Ruskin and Morris would have praised this renewal of William the Conqueror's birthplace, on behalf of Monuments Historiques, in which patently old is old and new, new.
In north-west Normandy, at truly Ruskinian row has been boiling steadily over Bruno Decaris' discreetly modern and minimalist additions to the ruins of the medieval castle at Falaise, a superb example of medieval military architecture. In the absence of records, Decaris' attempt to restore dignity, to create a living impression of the original volumes, has been couched abstractly in modern materials. The castle has floating Teflon fabric roofs designed by Peter Rice, glass floors, metal detailing and a new concrete and steel barbican. Normandy is staunchly conservative and Decaris' work has had to be defended against traditionalists.

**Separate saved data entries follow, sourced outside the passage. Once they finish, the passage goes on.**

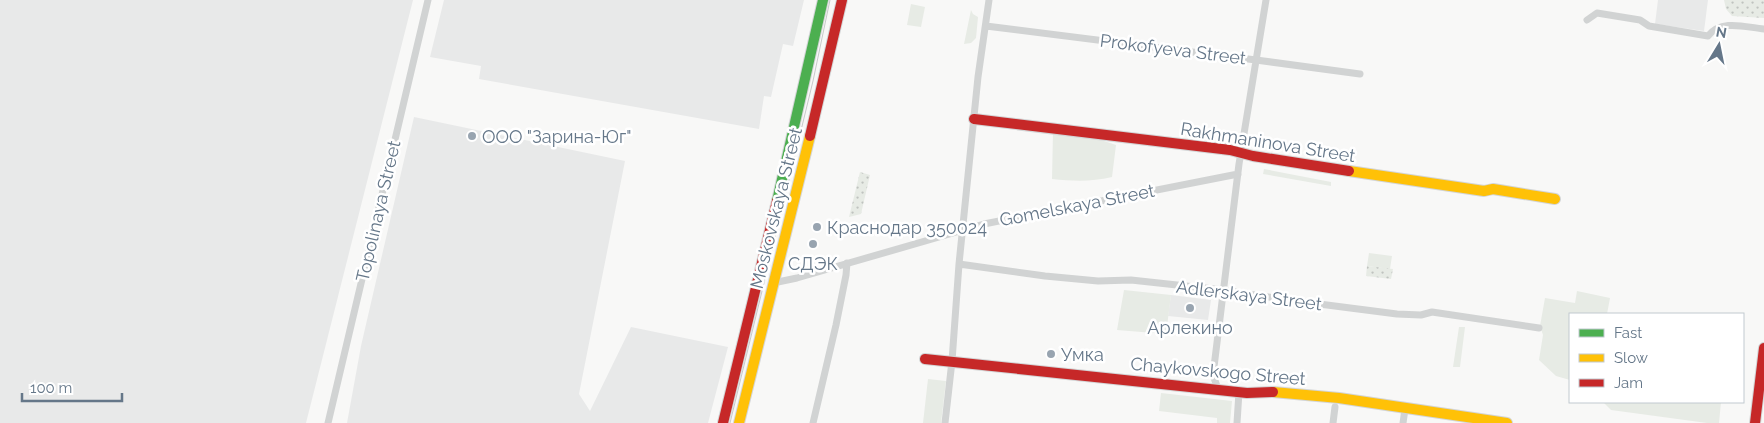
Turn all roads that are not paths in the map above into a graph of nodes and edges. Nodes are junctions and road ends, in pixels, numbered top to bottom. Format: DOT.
graph roads {
  1 [pos="428,0"];
  2 [pos="823,0"];
  3 [pos="842,0"];
  4 [pos="989,0"];
  5 [pos="1266,0"];
  6 [pos="1587,20"];
  7 [pos="986,26"];
  8 [pos="1764,29"];
  9 [pos="1256,60"];
  10 [pos="1360,74"];
  11 [pos="974,119"];
  12 [pos="1241,152"];
  13 [pos="1238,174"];
  14 [pos="1555,199"];
  15 [pos="963,229"];
  16 [pos="847,263"];
  17 [pos="959,264"];
  18 [pos="773,283"];
  19 [pos="1223,290"];
  20 [pos="1539,328"];
  21 [pos="1764,348"];
  22 [pos="925,358"];
  23 [pos="952,361"];
  24 [pos="1218,389"];
  25 [pos="1239,392"];
  26 [pos="1335,407"];
  27 [pos="1405,409"];
  28 [pos="328,423"];
  29 [pos="723,423"];
  30 [pos="739,423"];
  31 [pos="813,423"];
  32 [pos="945,423"];
  33 [pos="1237,423"];
  34 [pos="1333,423"];
  35 [pos="1403,423"];
  36 [pos="1507,423"];
  37 [pos="1755,423"];
  1 -- 28 [label="street, Topolinaya Street"];
  2 -- 29 [label="street, Moskovskaya Street"];
  3 -- 18 [label="street, Moskovskaya Street"];
  4 -- 7 [label="street"];
  5 -- 9 [label="street"];
  6 -- 8 [label="street"];
  7 -- 9 [label="street, Prokofyeva Street"];
  7 -- 11 [label="street"];
  9 -- 10 [label="street, Prokofyeva Street"];
  9 -- 12 [label="street"];
  11 -- 12 [label="street, Rakhmaninova Street"];
  11 -- 15 [label="street"];
  12 -- 13 [label="street"];
  12 -- 14 [label="street, Rakhmaninova Street"];
  13 -- 15 [label="street, Gomelskaya Street"];
  13 -- 19 [label="street"];
  15 -- 16 [label="street, Gomelskaya Street"];
  15 -- 17 [label="street"];
  16 -- 18 [label="street, Gomelskaya Street"];
  16 -- 31 [label="street"];
  17 -- 19 [label="street, Adlerskaya Street"];
  17 -- 23 [label="street"];
  18 -- 30 [label="street, Moskovskaya Street"];
  19 -- 20 [label="street, Adlerskaya Street"];
  19 -- 24 [label="street"];
  21 -- 37 [label="street"];
  22 -- 23 [label="street, Chaykovskogo Street"];
  23 -- 24 [label="street, Chaykovskogo Street"];
  23 -- 32 [label="street"];
  24 -- 25 [label="street, Chaykovskogo Street"];
  25 -- 27 [label="street, Chaykovskogo Street"];
  25 -- 33 [label="street"];
  26 -- 34 [label="street"];
  27 -- 35 [label="street"];
  27 -- 36 [label="street, Chaykovskogo Street"];
}
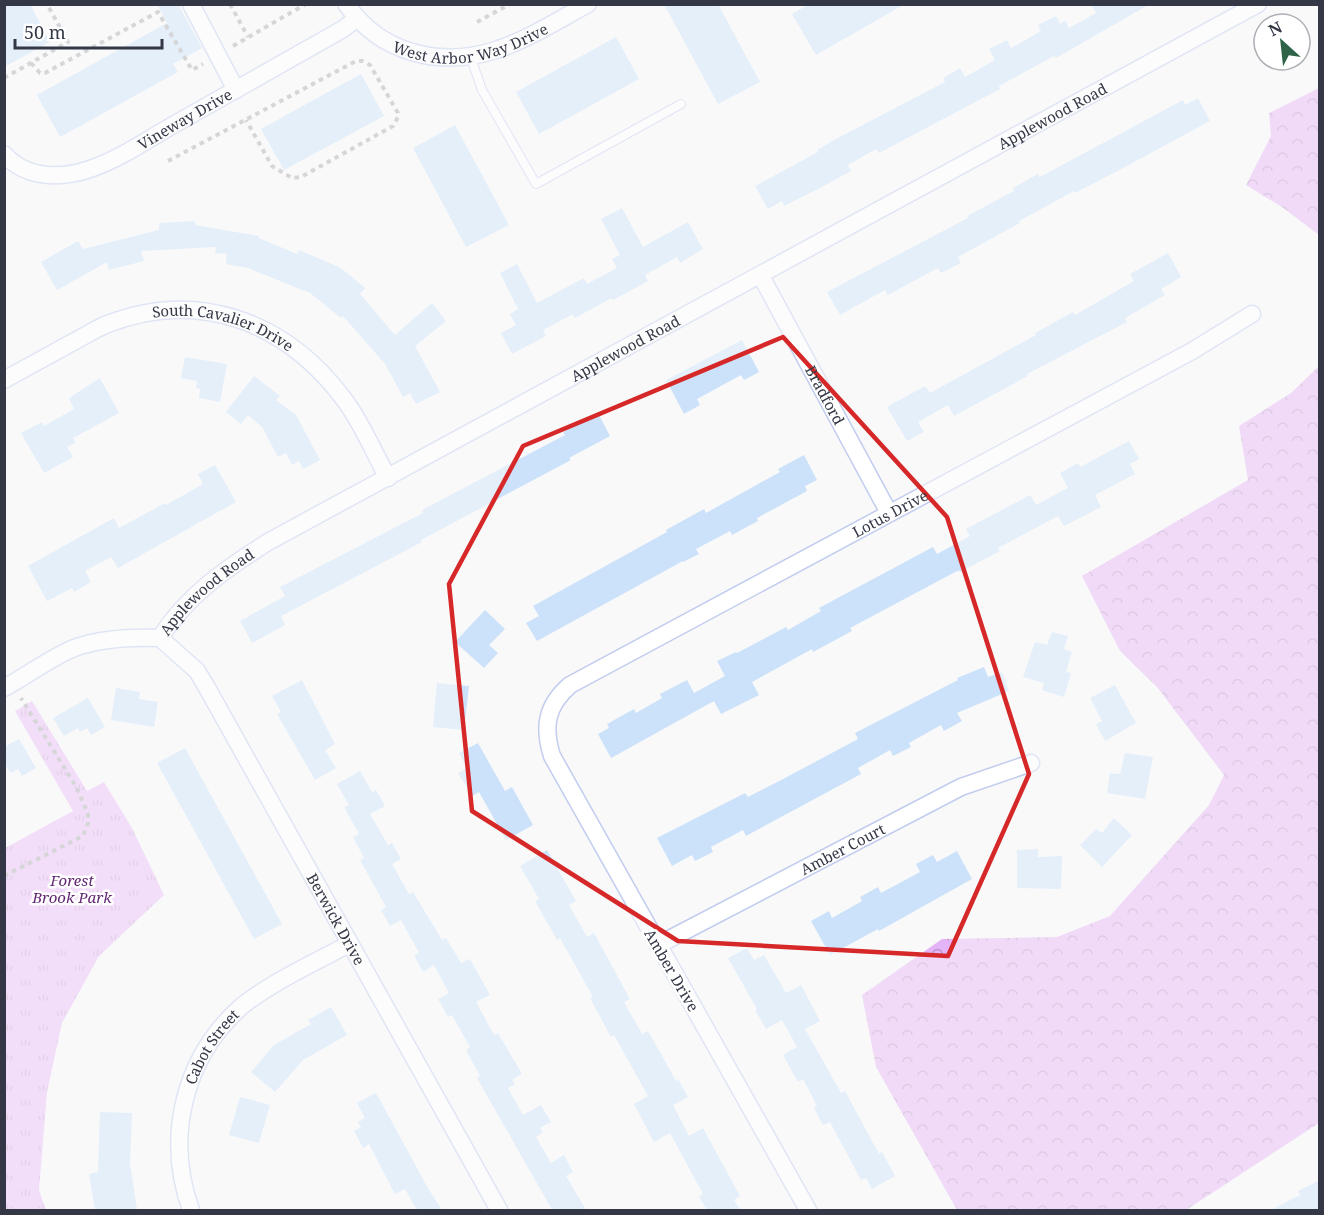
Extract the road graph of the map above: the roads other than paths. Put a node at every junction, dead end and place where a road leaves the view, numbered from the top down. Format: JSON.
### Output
{"nodes":[{"id":1,"x":191,"y":4,"type":"edge"},
{"id":2,"x":588,"y":4,"type":"edge"},
{"id":3,"x":1258,"y":4,"type":"edge"},
{"id":4,"x":351,"y":12,"type":"edge"},
{"id":5,"x":471,"y":58,"type":"junction"},
{"id":6,"x":236,"y":90,"type":"junction"},
{"id":7,"x":681,"y":104,"type":"dead end"},
{"id":8,"x":4,"y":154,"type":"edge"},
{"id":9,"x":761,"y":276,"type":"junction"},
{"id":10,"x":1252,"y":314,"type":"dead end"},
{"id":11,"x":4,"y":380,"type":"edge"},
{"id":12,"x":388,"y":478,"type":"junction"},
{"id":13,"x":889,"y":513,"type":"junction"},
{"id":14,"x":160,"y":638,"type":"junction"},
{"id":15,"x":11,"y":690,"type":"edge"},
{"id":16,"x":546,"y":727,"type":"joint"},
{"id":17,"x":1031,"y":763,"type":"dead end"},
{"id":18,"x":349,"y":944,"type":"junction"},
{"id":19,"x":658,"y":945,"type":"junction"},
{"id":20,"x":190,"y":1210,"type":"edge"},
{"id":21,"x":499,"y":1210,"type":"edge"},
{"id":22,"x":808,"y":1210,"type":"edge"}],
"edges":[{"from":1,"to":6,"type":"street"},
{"from":2,"to":5,"type":"street","name":"West Arbor Way Drive"},
{"from":3,"to":9,"type":"street","name":"Applewood Road"},
{"from":4,"to":5,"type":"street","name":"West Arbor Way Drive"},
{"from":4,"to":6,"type":"street","name":"Vineway Drive"},
{"from":5,"to":7,"type":"lane"},
{"from":6,"to":8,"type":"street","name":"Vineway Drive"},
{"from":9,"to":12,"type":"street","name":"Applewood Road"},
{"from":9,"to":13,"type":"street","name":"Bradford"},
{"from":10,"to":13,"type":"street","name":"Lotus Drive"},
{"from":11,"to":12,"type":"street","name":"South Cavalier Drive"},
{"from":12,"to":14,"type":"street","name":"Applewood Road"},
{"from":13,"to":16,"type":"street","name":"Lotus Drive"},
{"from":14,"to":15,"type":"street","name":"Applewood Road"},
{"from":14,"to":18,"type":"street","name":"Berwick Drive"},
{"from":16,"to":19,"type":"street","name":"Amber Drive"},
{"from":17,"to":19,"type":"street","name":"Amber Court"},
{"from":18,"to":20,"type":"street","name":"Cabot Street"},
{"from":18,"to":21,"type":"street","name":"Berwick Drive"},
{"from":19,"to":22,"type":"street","name":"Amber Drive"}]}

The town was the scene of the 1944 battle of the Falaise Gap, and has been largely rebuilt. But it is dominated by the castle, built between the tenth and thirteenth centuries by the Dukes of Normandy. When completed, the castle consisted of a rare complex of two rectangular keeps and circular tower. On the north side, it rose from the sheer cliffs (falaises) of a rocky spur; ont the west it was linked to a smaller keep and on the south, to a 35m high cylindrical tower surmounted by machicolations, added in the thirteen century.

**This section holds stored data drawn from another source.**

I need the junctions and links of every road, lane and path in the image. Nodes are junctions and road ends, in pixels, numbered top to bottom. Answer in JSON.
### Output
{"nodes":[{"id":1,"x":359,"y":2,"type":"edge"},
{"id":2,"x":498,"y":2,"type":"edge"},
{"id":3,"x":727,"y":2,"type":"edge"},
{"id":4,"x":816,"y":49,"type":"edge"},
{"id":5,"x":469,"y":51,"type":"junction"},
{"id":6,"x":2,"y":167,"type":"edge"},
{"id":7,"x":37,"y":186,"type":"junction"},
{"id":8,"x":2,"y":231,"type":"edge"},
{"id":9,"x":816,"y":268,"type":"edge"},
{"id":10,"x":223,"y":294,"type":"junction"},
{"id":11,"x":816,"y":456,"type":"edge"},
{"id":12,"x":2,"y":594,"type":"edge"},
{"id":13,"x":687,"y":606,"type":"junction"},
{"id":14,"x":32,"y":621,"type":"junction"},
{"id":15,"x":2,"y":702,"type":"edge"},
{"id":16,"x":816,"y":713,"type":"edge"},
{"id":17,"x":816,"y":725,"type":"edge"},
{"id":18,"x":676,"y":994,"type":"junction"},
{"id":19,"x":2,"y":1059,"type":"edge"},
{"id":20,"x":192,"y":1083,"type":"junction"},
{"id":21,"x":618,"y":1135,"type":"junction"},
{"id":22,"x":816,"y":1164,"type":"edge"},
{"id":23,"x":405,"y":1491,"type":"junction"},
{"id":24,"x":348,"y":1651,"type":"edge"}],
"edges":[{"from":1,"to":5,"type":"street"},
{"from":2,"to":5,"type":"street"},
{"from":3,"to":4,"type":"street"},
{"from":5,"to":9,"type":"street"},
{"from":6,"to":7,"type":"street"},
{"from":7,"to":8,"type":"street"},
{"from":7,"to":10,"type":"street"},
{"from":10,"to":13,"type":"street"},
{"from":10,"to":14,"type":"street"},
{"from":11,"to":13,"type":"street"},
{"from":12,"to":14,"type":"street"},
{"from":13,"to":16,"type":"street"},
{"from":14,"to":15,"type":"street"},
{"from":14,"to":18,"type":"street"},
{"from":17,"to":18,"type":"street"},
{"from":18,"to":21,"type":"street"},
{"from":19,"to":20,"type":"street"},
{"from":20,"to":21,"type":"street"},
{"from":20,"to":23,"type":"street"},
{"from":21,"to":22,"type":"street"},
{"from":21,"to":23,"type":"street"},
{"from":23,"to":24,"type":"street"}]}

The castle withstood the vicissitudes of the Hundred Years War and seemed impregnable, until Henri IV proved otherwise in 1589. It was then abandoned until designated a Monument Historique in 1840. On the orders of Napoleon III in 1863 the two keeps were rescued from collapse, and crudely restored. Decaris found Falaise a sad patched-up shell, without floors and roofs, eloquent of desolation rather than ruinous romance. He wanted to express the castle's importance as fortress and dwelling.
Peter Rice's delicate tensile roofs, of white fabric stretched over metal frames, hover 400mm over the walls of the two keeps. A perimeter beam is fixed to the top of the walls, leaving a glazed gap. Leaded ridges provide ballast, and the structures are further anchored at three points by metal cable stays running 30m down the outside of the ancient masonry to be fixed to the rock.
Rice's structural geometries were informed by Decaris' investigations into the geometry of the great Norman keep. He found a single module of 3.3m square repeated on plan six times down the length, and five times across the width; similarly repeated in elevation, compound divisions of the module were present in smaller elements. Research revealed the same module governing the design of the tower built over a century later than the keep. Rice's structures are the abstract traces of medieval ordering geometry.
The covering has brought to life the interior of the great keep. Entering the main hall high above the ground through the Norman doorway, you find yourself on a glass floor, conscious of the enormous volume of space above and below down to the rock, enclosed by stone walls pierced by windows with deep reveals.
Decaris' scheme includes stone repairs, reconstructing staircases, installing electricity and heating. He evades pastiche by using modern materials, for instance windows have etched glass or are screened with metal gauze. Now you can ascend the circular tower which has a new parapet to hide visitors' heads. Instead, new openings allow views over the Normandy landscape and metal grilles between the machicolations give vertiginous glimpses of the ground some 35m below.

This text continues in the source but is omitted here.